* What the task requires: Give the total number of lines in the data below that include "Crescent", and nothing else.

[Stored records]
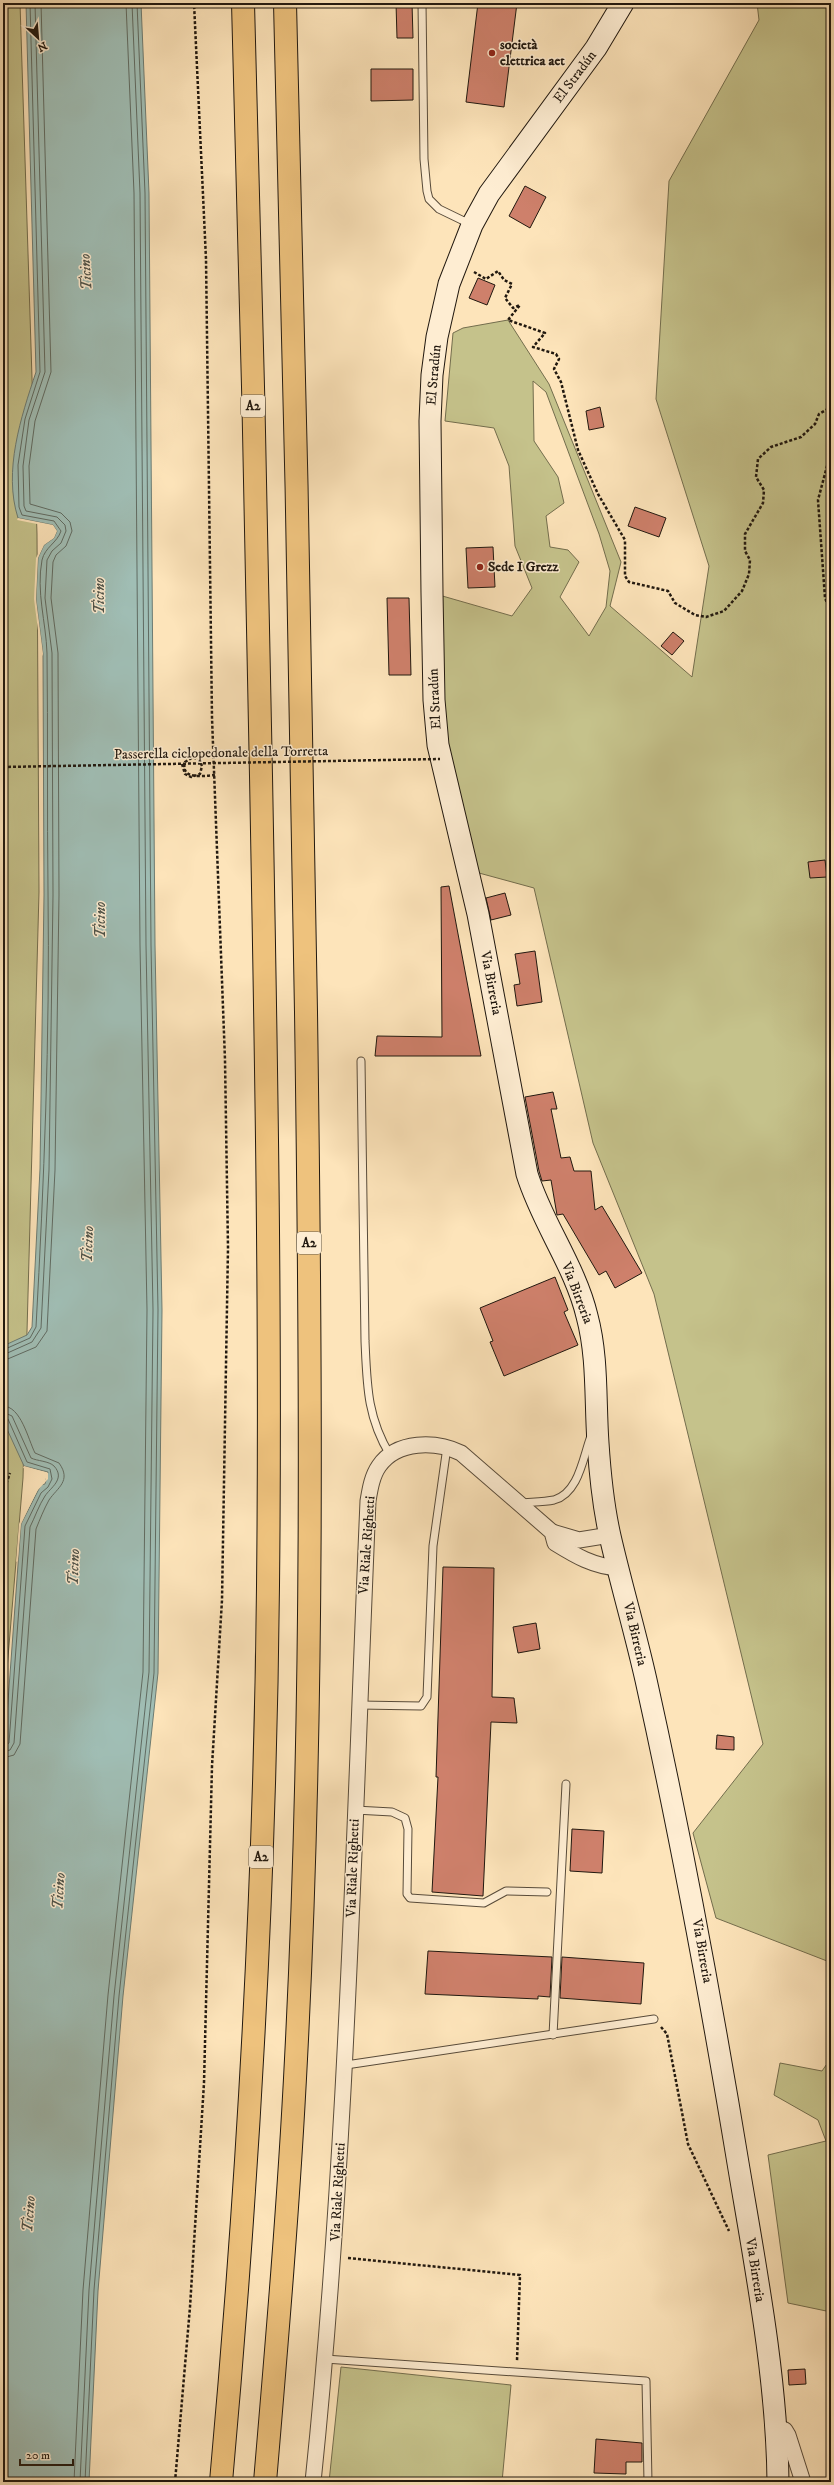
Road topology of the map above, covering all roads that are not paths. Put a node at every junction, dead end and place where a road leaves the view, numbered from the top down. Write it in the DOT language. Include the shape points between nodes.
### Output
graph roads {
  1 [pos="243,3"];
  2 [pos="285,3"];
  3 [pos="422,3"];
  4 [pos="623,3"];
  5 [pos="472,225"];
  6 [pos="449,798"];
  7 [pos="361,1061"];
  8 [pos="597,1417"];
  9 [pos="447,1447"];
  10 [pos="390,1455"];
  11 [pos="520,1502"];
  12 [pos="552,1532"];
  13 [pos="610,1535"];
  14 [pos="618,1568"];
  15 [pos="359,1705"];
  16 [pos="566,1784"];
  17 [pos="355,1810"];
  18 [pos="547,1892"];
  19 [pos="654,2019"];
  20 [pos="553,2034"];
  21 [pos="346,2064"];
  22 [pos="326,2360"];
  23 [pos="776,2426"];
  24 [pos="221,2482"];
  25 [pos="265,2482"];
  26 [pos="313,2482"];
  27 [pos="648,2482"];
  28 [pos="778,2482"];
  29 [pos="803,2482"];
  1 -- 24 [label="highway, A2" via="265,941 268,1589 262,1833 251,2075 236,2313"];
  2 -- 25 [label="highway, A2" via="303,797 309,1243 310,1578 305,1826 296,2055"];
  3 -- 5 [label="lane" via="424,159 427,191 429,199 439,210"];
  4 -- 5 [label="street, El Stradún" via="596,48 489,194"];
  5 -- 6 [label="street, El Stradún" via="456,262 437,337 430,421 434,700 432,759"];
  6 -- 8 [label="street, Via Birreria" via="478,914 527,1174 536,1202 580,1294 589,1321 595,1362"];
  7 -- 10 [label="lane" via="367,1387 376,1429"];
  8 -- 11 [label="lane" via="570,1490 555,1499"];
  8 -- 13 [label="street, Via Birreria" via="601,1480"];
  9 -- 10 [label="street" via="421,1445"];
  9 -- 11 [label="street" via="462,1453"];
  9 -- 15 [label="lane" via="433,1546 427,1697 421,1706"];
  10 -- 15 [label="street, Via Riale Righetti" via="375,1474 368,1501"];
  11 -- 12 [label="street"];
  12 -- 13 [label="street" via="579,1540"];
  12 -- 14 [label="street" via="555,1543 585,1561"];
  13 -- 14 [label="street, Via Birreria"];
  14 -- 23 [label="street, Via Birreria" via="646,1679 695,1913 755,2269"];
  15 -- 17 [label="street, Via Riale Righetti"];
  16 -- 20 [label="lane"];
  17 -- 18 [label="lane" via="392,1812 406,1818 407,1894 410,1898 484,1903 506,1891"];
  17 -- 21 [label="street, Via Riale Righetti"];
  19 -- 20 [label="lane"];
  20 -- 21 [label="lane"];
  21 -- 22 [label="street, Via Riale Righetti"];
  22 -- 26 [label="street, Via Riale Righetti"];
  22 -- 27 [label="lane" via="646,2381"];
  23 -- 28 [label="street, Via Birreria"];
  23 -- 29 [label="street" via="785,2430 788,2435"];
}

==

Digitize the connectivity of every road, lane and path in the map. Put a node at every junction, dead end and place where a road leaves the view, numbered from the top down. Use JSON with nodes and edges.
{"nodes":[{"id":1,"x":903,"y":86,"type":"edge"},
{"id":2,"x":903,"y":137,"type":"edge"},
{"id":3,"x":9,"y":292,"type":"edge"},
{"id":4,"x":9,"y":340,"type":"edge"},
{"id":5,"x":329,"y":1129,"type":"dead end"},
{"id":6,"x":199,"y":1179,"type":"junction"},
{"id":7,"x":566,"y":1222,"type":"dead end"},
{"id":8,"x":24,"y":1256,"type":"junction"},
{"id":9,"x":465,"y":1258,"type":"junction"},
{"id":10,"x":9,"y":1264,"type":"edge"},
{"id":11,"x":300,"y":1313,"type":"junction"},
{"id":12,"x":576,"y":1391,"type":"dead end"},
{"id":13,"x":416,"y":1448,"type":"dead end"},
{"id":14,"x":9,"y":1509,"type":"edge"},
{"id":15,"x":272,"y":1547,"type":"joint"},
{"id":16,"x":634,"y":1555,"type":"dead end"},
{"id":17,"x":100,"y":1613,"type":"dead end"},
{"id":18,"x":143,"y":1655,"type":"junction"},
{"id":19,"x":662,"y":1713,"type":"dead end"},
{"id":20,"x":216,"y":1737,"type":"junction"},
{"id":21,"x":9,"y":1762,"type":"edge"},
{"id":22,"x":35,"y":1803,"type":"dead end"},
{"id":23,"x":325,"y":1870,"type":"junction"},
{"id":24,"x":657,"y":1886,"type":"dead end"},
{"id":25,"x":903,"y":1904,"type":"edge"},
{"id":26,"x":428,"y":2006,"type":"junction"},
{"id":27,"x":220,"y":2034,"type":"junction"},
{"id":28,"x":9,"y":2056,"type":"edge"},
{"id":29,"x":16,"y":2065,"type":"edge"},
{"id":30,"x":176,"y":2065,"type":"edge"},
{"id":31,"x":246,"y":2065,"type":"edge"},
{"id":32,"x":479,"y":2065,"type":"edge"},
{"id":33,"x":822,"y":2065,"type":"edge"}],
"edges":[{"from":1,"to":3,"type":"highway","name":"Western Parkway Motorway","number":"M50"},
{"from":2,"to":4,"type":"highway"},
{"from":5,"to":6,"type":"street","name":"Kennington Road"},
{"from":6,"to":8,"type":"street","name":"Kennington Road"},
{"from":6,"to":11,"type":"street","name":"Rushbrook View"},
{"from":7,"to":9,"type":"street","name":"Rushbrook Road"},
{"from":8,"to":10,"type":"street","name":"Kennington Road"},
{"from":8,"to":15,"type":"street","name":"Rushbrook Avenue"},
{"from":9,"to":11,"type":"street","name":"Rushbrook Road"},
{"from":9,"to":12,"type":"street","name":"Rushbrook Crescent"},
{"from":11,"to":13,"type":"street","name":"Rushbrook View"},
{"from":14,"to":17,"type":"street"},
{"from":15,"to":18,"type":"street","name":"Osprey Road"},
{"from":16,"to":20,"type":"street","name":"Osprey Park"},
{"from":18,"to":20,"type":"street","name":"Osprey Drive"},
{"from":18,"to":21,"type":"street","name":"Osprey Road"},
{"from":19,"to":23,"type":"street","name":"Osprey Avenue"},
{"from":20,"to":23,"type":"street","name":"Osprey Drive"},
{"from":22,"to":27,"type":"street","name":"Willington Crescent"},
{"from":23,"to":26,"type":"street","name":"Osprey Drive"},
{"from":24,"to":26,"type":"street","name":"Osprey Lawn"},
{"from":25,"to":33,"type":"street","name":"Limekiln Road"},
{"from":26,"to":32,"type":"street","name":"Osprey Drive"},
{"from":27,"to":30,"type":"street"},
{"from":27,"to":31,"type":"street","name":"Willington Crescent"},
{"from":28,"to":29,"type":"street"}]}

* Solution for this problem: 3